What to work on:
Please transcribe, exactly, the line that contains "Trace all roads" and every line after it to the end of the records, and nothing else.

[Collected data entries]
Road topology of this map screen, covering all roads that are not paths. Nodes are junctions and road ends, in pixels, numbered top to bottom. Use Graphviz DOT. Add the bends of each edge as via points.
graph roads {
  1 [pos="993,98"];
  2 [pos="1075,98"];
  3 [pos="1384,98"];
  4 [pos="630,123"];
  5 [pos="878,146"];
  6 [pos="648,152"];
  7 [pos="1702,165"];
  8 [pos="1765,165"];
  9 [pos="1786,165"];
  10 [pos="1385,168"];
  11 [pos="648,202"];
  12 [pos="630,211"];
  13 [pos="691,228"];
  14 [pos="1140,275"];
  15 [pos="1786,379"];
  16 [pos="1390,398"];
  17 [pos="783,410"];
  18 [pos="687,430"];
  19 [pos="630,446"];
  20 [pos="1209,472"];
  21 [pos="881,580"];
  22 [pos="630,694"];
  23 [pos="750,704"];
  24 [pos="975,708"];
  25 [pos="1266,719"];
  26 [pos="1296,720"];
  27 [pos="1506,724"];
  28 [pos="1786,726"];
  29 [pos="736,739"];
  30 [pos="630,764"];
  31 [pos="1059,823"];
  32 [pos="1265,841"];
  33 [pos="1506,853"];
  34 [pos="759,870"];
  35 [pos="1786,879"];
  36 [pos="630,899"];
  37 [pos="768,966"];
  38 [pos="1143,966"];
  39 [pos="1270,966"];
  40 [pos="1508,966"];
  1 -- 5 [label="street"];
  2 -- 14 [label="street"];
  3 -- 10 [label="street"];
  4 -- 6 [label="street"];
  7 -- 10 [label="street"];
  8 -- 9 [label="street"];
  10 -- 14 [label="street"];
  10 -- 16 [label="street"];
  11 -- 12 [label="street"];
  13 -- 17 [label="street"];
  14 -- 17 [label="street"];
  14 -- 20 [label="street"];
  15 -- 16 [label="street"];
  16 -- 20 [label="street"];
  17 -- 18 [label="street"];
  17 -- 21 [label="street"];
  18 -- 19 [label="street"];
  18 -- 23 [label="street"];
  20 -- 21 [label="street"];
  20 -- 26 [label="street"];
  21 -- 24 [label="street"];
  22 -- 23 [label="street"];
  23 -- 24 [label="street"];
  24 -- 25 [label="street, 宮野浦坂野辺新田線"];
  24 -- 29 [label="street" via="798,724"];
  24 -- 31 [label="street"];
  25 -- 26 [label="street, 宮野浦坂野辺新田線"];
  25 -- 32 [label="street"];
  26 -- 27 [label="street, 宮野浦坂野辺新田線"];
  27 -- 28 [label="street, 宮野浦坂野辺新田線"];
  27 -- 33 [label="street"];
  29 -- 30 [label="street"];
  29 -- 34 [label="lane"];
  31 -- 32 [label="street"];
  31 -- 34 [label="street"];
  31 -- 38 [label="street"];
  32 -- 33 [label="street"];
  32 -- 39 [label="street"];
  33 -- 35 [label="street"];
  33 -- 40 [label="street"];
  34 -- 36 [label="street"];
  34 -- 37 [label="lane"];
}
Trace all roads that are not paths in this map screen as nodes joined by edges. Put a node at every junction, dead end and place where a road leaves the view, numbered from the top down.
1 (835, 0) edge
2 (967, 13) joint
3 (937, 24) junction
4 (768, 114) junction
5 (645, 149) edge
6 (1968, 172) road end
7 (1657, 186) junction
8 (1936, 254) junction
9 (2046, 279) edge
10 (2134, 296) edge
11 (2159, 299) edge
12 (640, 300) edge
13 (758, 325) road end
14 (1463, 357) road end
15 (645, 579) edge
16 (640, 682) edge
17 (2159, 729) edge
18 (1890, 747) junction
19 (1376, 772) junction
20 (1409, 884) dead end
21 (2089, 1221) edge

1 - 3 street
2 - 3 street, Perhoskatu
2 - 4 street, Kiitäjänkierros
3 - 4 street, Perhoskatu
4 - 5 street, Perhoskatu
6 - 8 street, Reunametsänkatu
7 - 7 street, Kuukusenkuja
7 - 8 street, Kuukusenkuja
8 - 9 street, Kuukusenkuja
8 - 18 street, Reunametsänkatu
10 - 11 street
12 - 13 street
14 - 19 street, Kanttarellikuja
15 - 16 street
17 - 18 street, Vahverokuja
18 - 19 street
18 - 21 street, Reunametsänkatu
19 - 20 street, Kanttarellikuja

Answer to the exercise:
Trace all roads that are not paths in this map screen as nodes joined by edges. Put a node at every junction, dead end and place where a road leaves the view, numbered from the top down.
1 (835, 0) edge
2 (967, 13) joint
3 (937, 24) junction
4 (768, 114) junction
5 (645, 149) edge
6 (1968, 172) road end
7 (1657, 186) junction
8 (1936, 254) junction
9 (2046, 279) edge
10 (2134, 296) edge
11 (2159, 299) edge
12 (640, 300) edge
13 (758, 325) road end
14 (1463, 357) road end
15 (645, 579) edge
16 (640, 682) edge
17 (2159, 729) edge
18 (1890, 747) junction
19 (1376, 772) junction
20 (1409, 884) dead end
21 (2089, 1221) edge

1 - 3 street
2 - 3 street, Perhoskatu
2 - 4 street, Kiitäjänkierros
3 - 4 street, Perhoskatu
4 - 5 street, Perhoskatu
6 - 8 street, Reunametsänkatu
7 - 7 street, Kuukusenkuja
7 - 8 street, Kuukusenkuja
8 - 9 street, Kuukusenkuja
8 - 18 street, Reunametsänkatu
10 - 11 street
12 - 13 street
14 - 19 street, Kanttarellikuja
15 - 16 street
17 - 18 street, Vahverokuja
18 - 19 street
18 - 21 street, Reunametsänkatu
19 - 20 street, Kanttarellikuja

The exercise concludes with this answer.